Ya, masih banyak yang menjadi bahan diskusi ketika kita ingin piawai menulis Citizen Reportingitu. Pokoknya, semua bisa ditulis dan semua bisa menulis CR. Yang penting mau dan terus menulis. Oleh sebab itu agar CR itu memiliki nilai pembelajaran, maka seorang penulis CR juga sebaiknya memberikan pesan-pesan moral di penghujung tulisan yang menjadi lesson learnedbagi banyak pembaca. Begitu tutur Bu Ulfa Khairina sebelum menutup sesinya yang dilanjutkan dengan diskusi itu.

Pada sesi kedua, ternayata juga tidak kalah pentingnya. Di ujung diskusi sesi pertama, narasumber kedua yang tidak kalah hebat adalah hadirnya Prof. Dr.
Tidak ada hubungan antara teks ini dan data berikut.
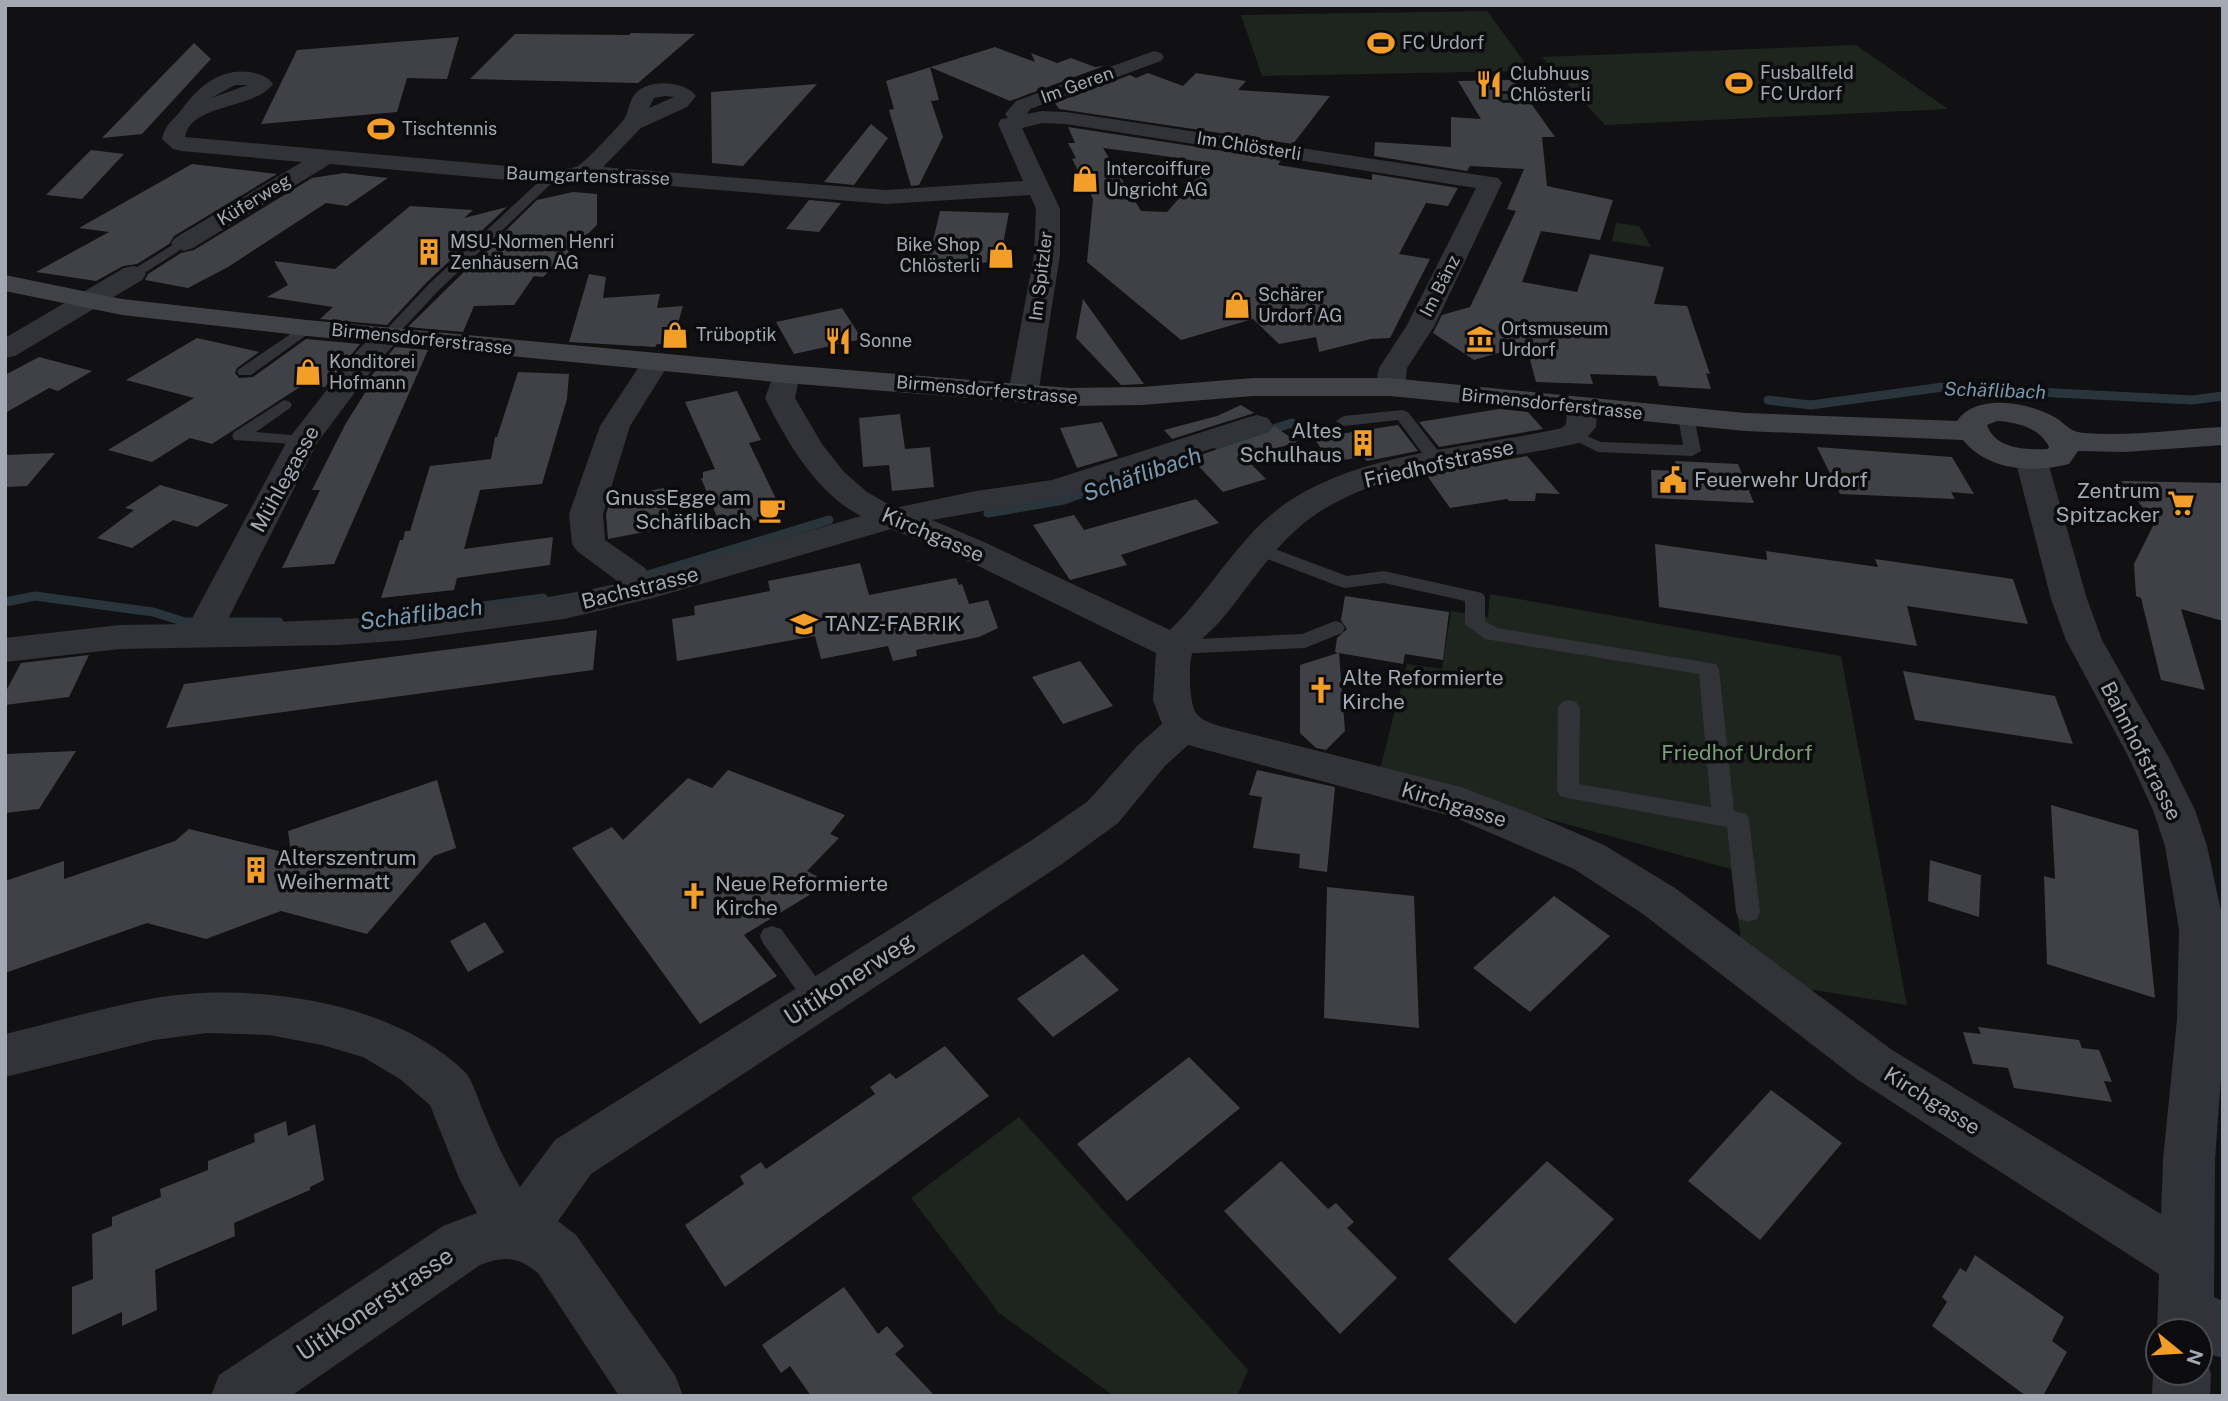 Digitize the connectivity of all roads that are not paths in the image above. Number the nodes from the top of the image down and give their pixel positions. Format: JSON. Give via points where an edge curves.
{"nodes":[{"id":1,"x":1154,"y":57,"type":"dead end"},
{"id":2,"x":1570,"y":96,"type":"dead end"},
{"id":3,"x":1503,"y":97,"type":"dead end"},
{"id":4,"x":191,"y":113,"type":"dead end"},
{"id":5,"x":633,"y":123,"type":"dead end"},
{"id":6,"x":1009,"y":124,"type":"junction"},
{"id":7,"x":324,"y":158,"type":"junction"},
{"id":8,"x":585,"y":172,"type":"junction"},
{"id":9,"x":551,"y":177,"type":"junction"},
{"id":10,"x":1490,"y":183,"type":"joint"},
{"id":11,"x":1038,"y":187,"type":"junction"},
{"id":12,"x":179,"y":246,"type":"joint"},
{"id":13,"x":133,"y":274,"type":"joint"},
{"id":14,"x":5,"y":284,"type":"edge"},
{"id":15,"x":91,"y":301,"type":"junction"},
{"id":16,"x":307,"y":328,"type":"junction"},
{"id":17,"x":388,"y":336,"type":"junction"},
{"id":18,"x":5,"y":350,"type":"edge"},
{"id":19,"x":656,"y":362,"type":"junction"},
{"id":20,"x":245,"y":372,"type":"dead end"},
{"id":21,"x":786,"y":374,"type":"junction"},
{"id":22,"x":1390,"y":387,"type":"junction"},
{"id":23,"x":1023,"y":394,"type":"junction"},
{"id":24,"x":284,"y":405,"type":"dead end"},
{"id":25,"x":1344,"y":421,"type":"dead end"},
{"id":26,"x":1577,"y":422,"type":"junction"},
{"id":27,"x":1257,"y":424,"type":"dead end"},
{"id":28,"x":1972,"y":431,"type":"junction"},
{"id":29,"x":2223,"y":436,"type":"edge"},
{"id":30,"x":302,"y":441,"type":"junction"},
{"id":31,"x":2047,"y":450,"type":"junction"},
{"id":32,"x":1436,"y":460,"type":"junction"},
{"id":33,"x":888,"y":519,"type":"junction"},
{"id":34,"x":1256,"y":548,"type":"junction"},
{"id":35,"x":637,"y":583,"type":"junction"},
{"id":36,"x":207,"y":625,"type":"junction"},
{"id":37,"x":1335,"y":628,"type":"dead end"},
{"id":38,"x":1175,"y":647,"type":"junction"},
{"id":39,"x":5,"y":650,"type":"edge"},
{"id":40,"x":1569,"y":707,"type":"dead end"},
{"id":41,"x":1184,"y":726,"type":"junction"},
{"id":42,"x":1723,"y":817,"type":"junction"},
{"id":43,"x":1748,"y":912,"type":"dead end"},
{"id":44,"x":772,"y":936,"type":"dead end"},
{"id":45,"x":818,"y":1000,"type":"junction"},
{"id":46,"x":5,"y":1056,"type":"edge"},
{"id":47,"x":518,"y":1233,"type":"junction"},
{"id":48,"x":2196,"y":1309,"type":"edge"},
{"id":49,"x":240,"y":1396,"type":"edge"},
{"id":50,"x":654,"y":1396,"type":"edge"}],
"edges":[{"from":1,"to":6,"type":"street","name":"Im Geren","via":[[1023,105]]},
{"from":2,"to":3,"type":"lane"},
{"from":4,"to":7,"type":"street","name":"Baumgartenstrasse","via":[[173,134],[181,144]]},
{"from":5,"to":8,"type":"street"},
{"from":6,"to":10,"type":"street","name":"Im Chlösterli","via":[[1042,117],[1066,118]]},
{"from":6,"to":11,"type":"street","name":"Im Spitzler"},
{"from":7,"to":9,"type":"street","name":"Baumgartenstrasse"},
{"from":7,"to":12,"type":"street","name":"Küferweg"},
{"from":8,"to":9,"type":"street","name":"Baumgartenstrasse"},
{"from":8,"to":11,"type":"street","name":"Baumgartenstrasse","via":[[886,197]]},
{"from":9,"to":17,"type":"lane"},
{"from":10,"to":22,"type":"street","name":"Im Bänz","via":[[1421,325],[1393,368]]},
{"from":11,"to":23,"type":"street","name":"Im Spitzler","via":[[1048,209],[1047,255]]},
{"from":12,"to":13,"type":"lane","name":"Küferweg"},
{"from":13,"to":15,"type":"street","name":"Küferweg"},
{"from":14,"to":15,"type":"main road","name":"Birmensdorferstrasse"},
{"from":15,"to":16,"type":"main road","name":"Birmensdorferstrasse"},
{"from":15,"to":18,"type":"street"},
{"from":16,"to":17,"type":"main road","name":"Birmensdorferstrasse"},
{"from":16,"to":20,"type":"lane"},
{"from":17,"to":19,"type":"main road","name":"Birmensdorferstrasse"},
{"from":17,"to":30,"type":"street","name":"Mühlegasse"},
{"from":19,"to":21,"type":"main road","name":"Birmensdorferstrasse"},
{"from":19,"to":35,"type":"street","via":[[615,426],[586,514],[589,544]]},
{"from":21,"to":23,"type":"main road","name":"Birmensdorferstrasse"},
{"from":21,"to":33,"type":"street","name":"Kirchgasse","via":[[780,398],[816,459],[832,480]]},
{"from":22,"to":23,"type":"main road","name":"Birmensdorferstrasse","via":[[1253,387],[1101,398]]},
{"from":22,"to":26,"type":"main road","name":"Birmensdorferstrasse"},
{"from":24,"to":30,"type":"lane","via":[[240,436]]},
{"from":25,"to":32,"type":"lane","via":[[1402,415]]},
{"from":26,"to":28,"type":"main road","name":"Birmensdorferstrasse","via":[[1686,417]]},
{"from":26,"to":32,"type":"street","name":"Friedhofstrasse"},
{"from":27,"to":33,"type":"street","name":"Bachstrasse","via":[[1057,489]]},
{"from":28,"to":31,"type":"main road","via":[[1991,448]]},
{"from":28,"to":31,"type":"main road","via":[[1971,423],[1977,417],[2002,413],[2039,422],[2057,433]]},
{"from":29,"to":31,"type":"main road"},
{"from":30,"to":36,"type":"street","name":"Mühlegasse"},
{"from":31,"to":48,"type":"street","name":"Bahnhofstrasse","via":[[2068,599],[2084,640],[2174,810],[2200,917],[2201,1019],[2189,1160]]},
{"from":32,"to":34,"type":"street","name":"Friedhofstrasse","via":[[1367,478],[1319,497]]},
{"from":33,"to":35,"type":"street","name":"Bachstrasse"},
{"from":33,"to":38,"type":"street","name":"Kirchgasse","via":[[941,534]]},
{"from":34,"to":38,"type":"street","name":"Friedhofstrasse","via":[[1210,610]]},
{"from":34,"to":42,"type":"lane","via":[[1345,582],[1384,577],[1475,597],[1475,624],[1492,634],[1709,669]]},
{"from":35,"to":36,"type":"street","name":"Bachstrasse","via":[[564,607],[408,628],[338,633]]},
{"from":36,"to":39,"type":"street","name":"Bachstrasse"},
{"from":37,"to":38,"type":"lane","via":[[1305,641]]},
{"from":38,"to":41,"type":"street","via":[[1172,689],[1175,713]]},
{"from":40,"to":42,"type":"lane","via":[[1568,790]]},
{"from":41,"to":45,"type":"street","name":"Uitikonerweg","via":[[1103,812]]},
{"from":41,"to":48,"type":"street","name":"Kirchgasse","via":[[1211,738],[1461,803],[1600,864],[1659,901]]},
{"from":42,"to":43,"type":"lane","via":[[1738,820]]},
{"from":44,"to":45,"type":"lane"},
{"from":45,"to":47,"type":"street","name":"Uitikonerweg","via":[[573,1157]]},
{"from":46,"to":47,"type":"street","via":[[154,1020],[208,1013],[282,1017],[377,1040],[449,1090],[485,1178]]},
{"from":47,"to":49,"type":"street","name":"Uitikonerstrasse","via":[[491,1234],[462,1245]]},
{"from":47,"to":50,"type":"street","via":[[541,1241],[557,1254]]}]}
Muhammad Andalas, Guru besar Fakultas Kedokteran Unsyiah yang produktif menulis citizen reporter di harian Serambi Indonesia. Profesor yang satu ini bukanlah orang asing di bidang kesehatan, karena beliau adalah seorang dokter ahi kandungan yang selalu berbagi lewat tulisan, termasuk mengasuh rubric kesehatan di majalah POTRET,satu-satunya majalah perempuan yang tersebut di Aceh bahkan di Sumatera itu. Jadi, pertemuan ini menjadi semakin menarik bagi saya dan juga peserta lainnya.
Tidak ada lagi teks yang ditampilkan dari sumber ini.